VENERUS – NON GIUDICARTI, ABBI PAZIENZA E SPERIMENTA
Venerus ha stupito tutti con il suo EP ‘A che punto è la notte’ uscito lo scorso autunno per Asian Fake. Lo abbiamo incontrato (e fotografato) al Rocket Bar di Milano
di Alessandra Lanza
Sul palco canta con gli occhi chiusi dietro una maschera, mentre accarezza la tastiera o le corde di una chitarra, accompagnato da sax, basi e batteria, per far rivivere i brani con cui si è presentato meno di un anno fa al mondo. Andrea Venerus ha 26 anni ed è nato e cresciuto in zona San Siro a Milano, la città in cui è tornato a vivere dopo cinque anni di studi musicali a Londra (che hanno plasmato il suo sound tra soul, jazz ed elettronica, un lavoro di pieni e vuoti degno di uno scultore), due anni a Roma e un EP, A che punto è la notte, uscito per Asian Fake lo scorso novembre e che ora sta portando in tour. E no, Venerus non è un ricercato nome d’arte, ma il suo vero cognome, di origini friulane. «In realtà si dovrebbe pronunciare con l’accento sulla u, ma essendo nato a Milano lo pronuncio Venérus».
I tuoi sono contenti che tu sia rientrato?
Mia mamma soprattutto. Pensava che ci saremmo visti tantissimo, ma poi sono sempre in studio da Mace (uno dei suoi produttori, NdR) o in giro.
E tu sei contento di essere tornato?
Molto! A un certo punto ha iniziato a starmi sul cazzo l’idea di dover fare qualcosa di rilevante da un’altra parte. Tornare è una sfida molto più stimolante di fare cose fighe a Londra, dove migliaia di persone ne fanno di ancora più fighe. Non è un discorso nazionalista, ma per me è importante fare musica nella città in cui sono nato. Londra è più avanti, dal punto di vista musicale e sociale, è facile fare qualsiasi cosa. A Milano ancora no, e la cosa mi piace.
Desideravi da tanto andare a Londra?
Ho deciso all’ultimo, due mesi prima di partire. Ho sempre avuto passioni diverse, sapevo di voler far musica nella vita ma non conoscevo nessuno che lo facesse e non avevo idea di cosa volesse dire intraprendere quel percorso. Ho detto a mio padre: «Potrei studiare lettere, mi piace leggere». Mi ha risposto: «Se è la musica quello che ti interessa, vai a fare musica». Mi ha fatto capire che potevo effettivamente dedicarmici, per questo è andata bene. I miei sono due ingegneri, non era scontato il supporto.
Massimo supporto?
Diciamo che nel mondo moderno, quando diventa anche economico, è massimo supporto. E sicuramente c’è stato anche un supporto di tipo morale.

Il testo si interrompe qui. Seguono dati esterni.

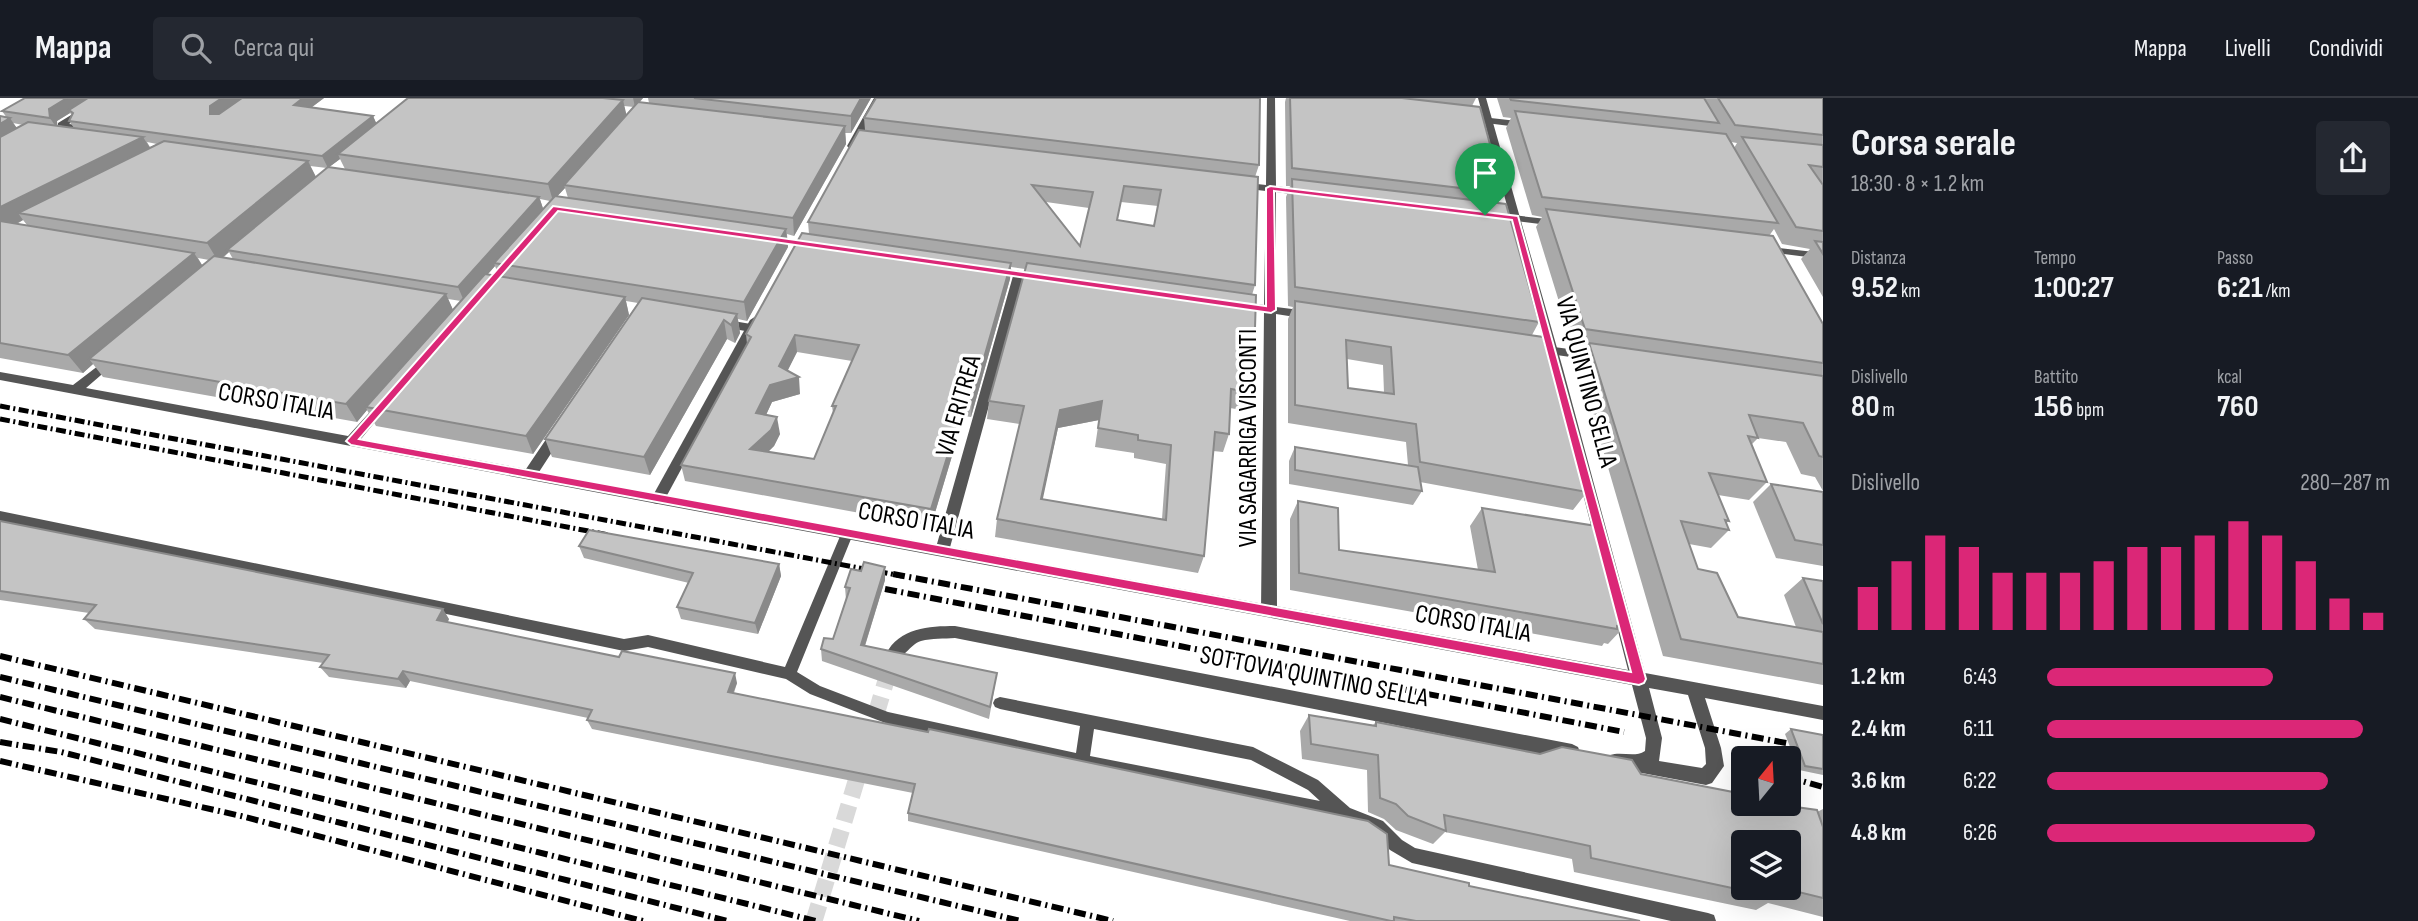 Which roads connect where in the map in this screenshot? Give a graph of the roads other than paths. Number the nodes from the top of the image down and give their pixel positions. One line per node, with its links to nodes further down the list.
1 (104, 98): 8 (lane)
2 (878, 98): 10 (street)
3 (1271, 98): 12 (street, VIA SAGARRIGA VISCONTI)
4 (1482, 98): 6 (street, VIA QUINTINO SELLA)
5 (1467, 118): 6 (street)
6 (1488, 120): 7 (street); 15 (street, VIA QUINTINO SELLA)
7 (1537, 126)
8 (56, 135): 9 (street)
9 (85, 139)
10 (847, 155)
11 (1228, 183): 12 (street)
12 (1270, 188): 13 (street); 26 (street, VIA SAGARRIGA VISCONTI)
13 (1324, 195)
14 (1495, 216): 15 (street)
15 (1515, 218): 16 (street); 31 (street, VIA QUINTINO SELLA)
16 (1569, 225)
17 (1771, 238): 18 (street)
18 (1774, 250): 19 (lane); 20 (street)
19 (1823, 256)
20 (1786, 264)
21 (978, 268): 22 (street)
22 (1020, 274): 23 (street); 43 (street, VIA ERITREA)
23 (1059, 279)
24 (1231, 304): 26 (street)
25 (763, 306): 29 (street)
26 (1271, 310): 27 (street); 44 (street, VIA SAGARRIGA VISCONTI)
27 (1326, 318)
28 (707, 321): 29 (street)
29 (751, 328): 40 (street)
30 (1527, 347): 31 (street)
31 (1552, 351): 33 (street); 47 (street, VIA QUINTINO SELLA)
32 (121, 352): 35 (street)
33 (1611, 359)
34 (0, 376): 35 (street, CORSO ITALIA)
35 (75, 390): 38 (street, CORSO ITALIA)
36 (387, 400): 38 (street)
37 (567, 420): 39 (street)
38 (351, 441): 39 (street, CORSO ITALIA)
39 (530, 474): 40 (street, CORSO ITALIA)
40 (658, 499): 42 (street, CORSO ITALIA)
41 (0, 516): 46 (lane)
42 (847, 534): 43 (street, CORSO ITALIA); 46 (lane)
43 (942, 551): 44 (street, CORSO ITALIA)
44 (1269, 611): 47 (street, CORSO ITALIA)
45 (894, 654): 53 (street, SOTTOVIA QUINTINO SELLA)
46 (789, 674): 52 (lane)
47 (1639, 679): 48 (street, CORSO ITALIA); 53 (street)
48 (1694, 689): 50 (street, CORSO ITALIA); 53 (street, SOTTOVIA QUINTINO SELLA)
49 (1000, 703): 51 (lane)
50 (1823, 713)
51 (1088, 721): 52 (lane); 54 (lane)
52 (1082, 761): 54 (lane)
53 (1626, 763)
54 (1344, 813): 55 (lane)
55 (1708, 921) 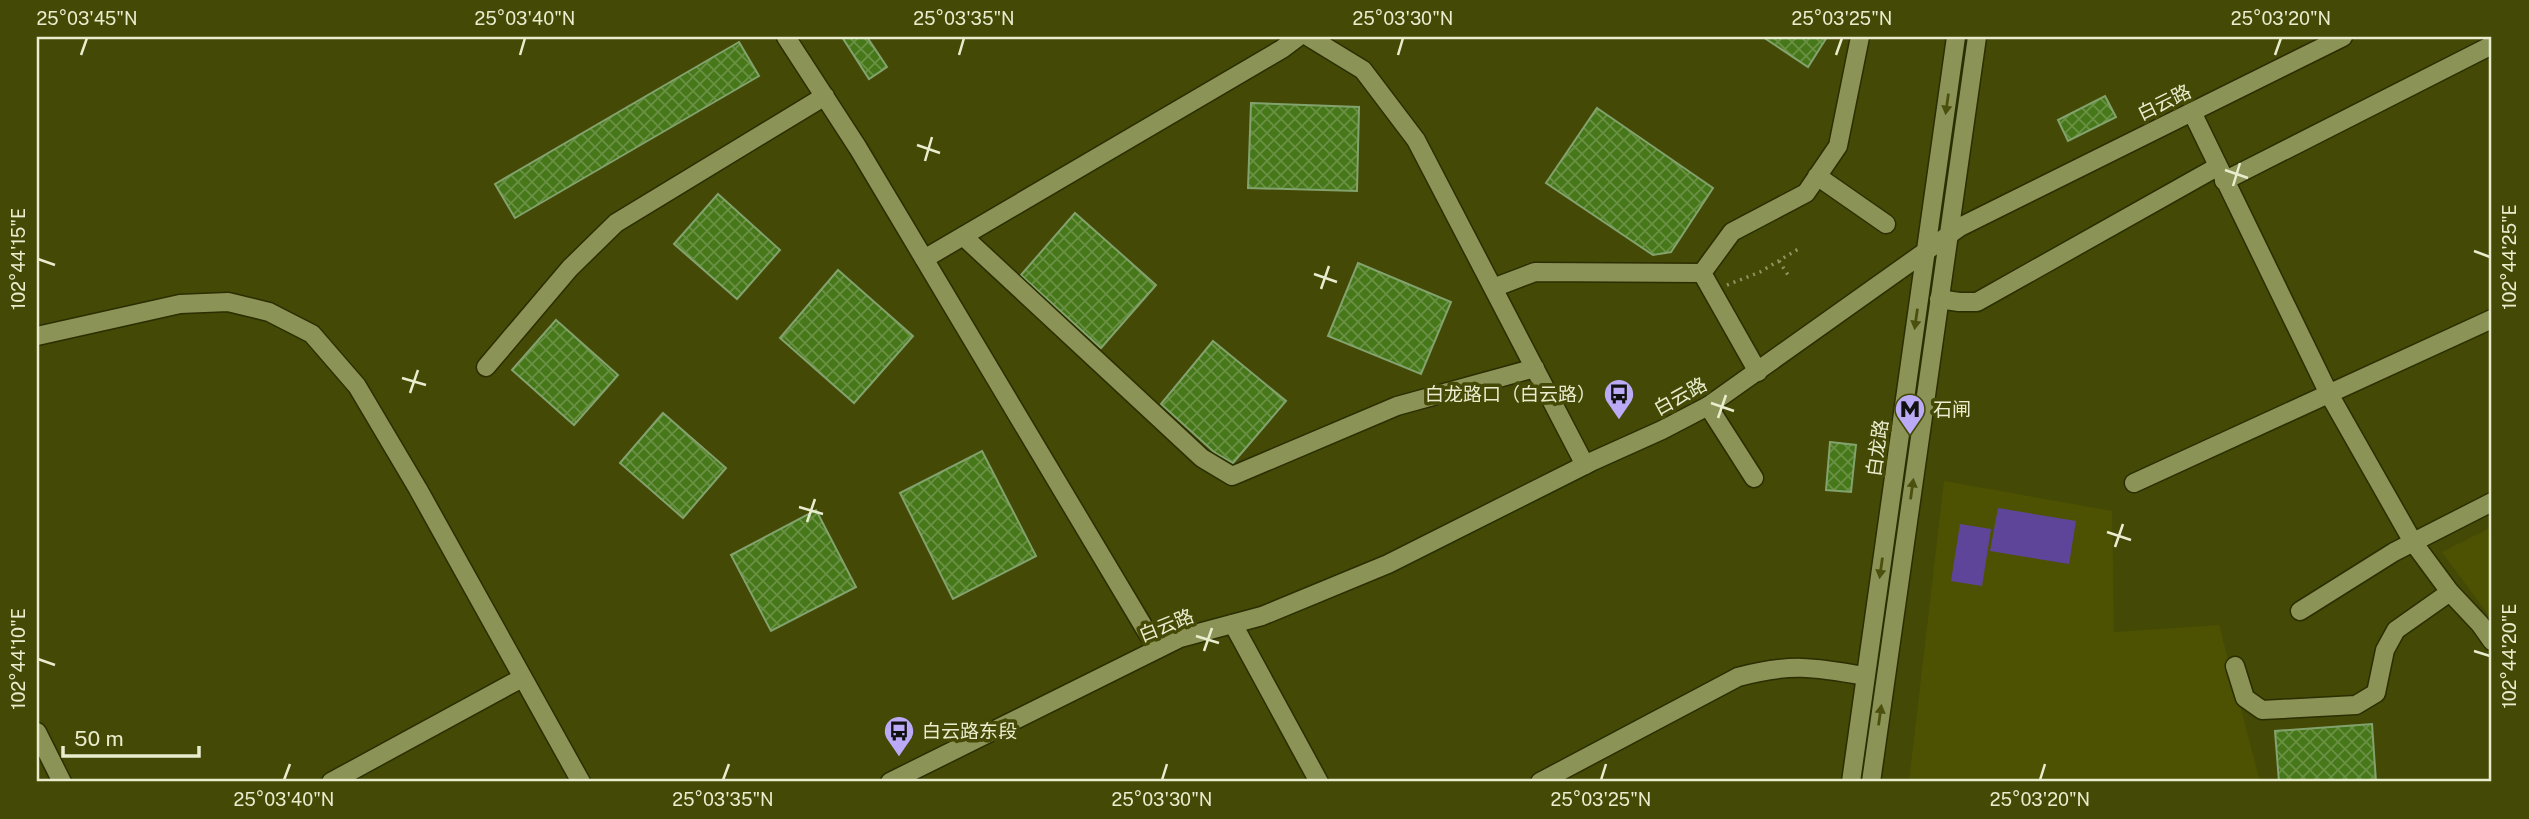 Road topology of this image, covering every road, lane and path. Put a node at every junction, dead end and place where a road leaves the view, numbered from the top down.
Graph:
1 (786, 37) edge
2 (1298, 37) edge
3 (1310, 37) edge
4 (1860, 37) edge
5 (1956, 37) edge
6 (1977, 37) edge
7 (2343, 37) edge
8 (2492, 45) edge
9 (825, 96) junction
10 (2192, 112) junction
11 (2221, 174) junction
12 (1817, 176) junction
13 (1886, 224) dead end
14 (963, 236) junction
15 (1948, 236) junction
16 (1800, 248) dead end
17 (1926, 251) junction
18 (924, 259) junction
19 (1779, 261) junction
20 (1702, 273) junction
21 (1788, 275) dead end
22 (1493, 288) junction
23 (1712, 292) junction
24 (1939, 299) junction
25 (2492, 319) edge
26 (37, 336) edge
27 (486, 367) dead end
28 (1535, 368) junction
29 (1758, 372) junction
30 (2329, 394) junction
31 (1708, 406) junction
32 (1585, 465) junction
33 (1754, 478) dead end
34 (2134, 483) dead end
35 (2492, 502) edge
36 (2413, 542) junction
37 (2450, 592) junction
38 (2300, 611) dead end
39 (1233, 624) junction
40 (2492, 641) edge
41 (1157, 649) junction
42 (2235, 666) dead end
43 (1865, 676) junction
44 (522, 678) junction
45 (37, 732) edge
46 (42, 755) edge
47 (62, 782) edge
48 (331, 782) edge
49 (581, 782) edge
50 (890, 782) edge
51 (1319, 782) edge
52 (1540, 782) edge
53 (1850, 782) edge
54 (1871, 782) edge

1 - 9 street
2 - 14 street
3 - 22 street
4 - 12 street
5 -> 17 street, 白龙路
6 - 15 street, 白龙路
7 - 10 street, 白云路
8 - 11 street
9 - 18 street
9 - 27 street
10 - 11 street
10 - 15 street, 白云路
11 - 24 street
11 - 30 street
12 - 13 street
12 - 20 street
14 - 18 street
14 - 28 street
15 - 17 street, 白云路
15 - 24 street, 白龙路
16 - 19 path
17 - 29 street, 白云路
17 -> 43 street, 白龙路
18 - 41 street
19 - 21 path
19 - 23 path
20 - 22 street
20 - 23 street
22 - 28 street
23 - 29 street
54 -> 24 street, 白龙路
25 - 30 street
26 - 44 street
28 - 32 street
29 - 31 street, 白云路
30 - 34 street
30 - 36 street
31 - 32 street, 白云路
31 - 33 street
32 - 39 street, 白云路
35 - 36 street
36 - 37 street
36 - 38 street
37 - 40 street
37 - 42 street
39 - 41 street, 白云路
39 - 51 street
41 - 50 street, 白云路
43 - 52 street
43 - 53 street, 白龙路
44 - 48 street
44 - 49 street
45 - 46 street
46 - 47 street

Prima che comunque capissero che stavo facendo qualcosa di utile per me, per la mia vita e per gli altri, ce n’è voluto eh…
Quando sei partito avevi l’idea che prima o poi saresti tornato?
Zero. Ho proiezioni del mio futuro a lungo termine, so cosa mi interesserebbe fare, ma non riesco a fare piani per la mia vita, ma non mi preoccupa: io vado, le cose le faccio più o meno succedere, interagisco bene con le situazioni, è sempre stato tutto molto naturale.
Eri tornato a Roma per registrare un album. Cosa ti ha fatto rimanere?
Ero iscritto a un master di Etnomusicologia a Londra e volevo registrare il disco che avevo scritto. Avevo degli amici con lo studio a Roma – e l’idea di venirci a giugno dopo cinque anni in Inghilterra non era male… Ho dedicato 10 giorni interi al mio lavoro, con musicisti bravi, si era creata una situazione interessante e stavo da dio. Finito il disco avevo l’energia vitale a mille e una volta tornato a Londra mi sono detto: ma che ci faccio qua? Avevo appena fatto qualcosa che dovevo continuare a indagare.
Ti manca?
Sono una persona malinconica. Mi manca in senso costruttivo, nel senso che spesso mi tornano in mente situazioni, immagini, cose che ho vissuto, che sono state importanti per me, però non preferirei stare là, altrimenti ci tornerei. Mi manca e non mi manca.
Al di là della formazione e della musica che ti ha fatto conoscere, cosa ti ha insegnato?
A stare da solo. A non giudicarmi. L’altra sera ero a lezione di yoga con mia madre e l’insegnante ha detto una frase che riassume la filosofia che ho sviluppato negli anni e che mi ha insegnato Londra: «Non giudicarti, abbi pazienza e sperimenta». Cioè: non aver paura di capire cosa ti interessa fare, chi sei, cosa ti piace. Abbi pazienza, perché per fare le cose bene ci vuole tempo, e sperimenta, vai, fai duemila cose: a un certo punto troverai davvero quella che ti piace e potrai dire che ne è valsa la pena.
Da piccolo i tuoi ti hanno fatto ascoltare tanta musica. Questi ascolti ti hanno plasmato o sei tu che riconosci, in qualche modo, che qualcosa ti appartiene?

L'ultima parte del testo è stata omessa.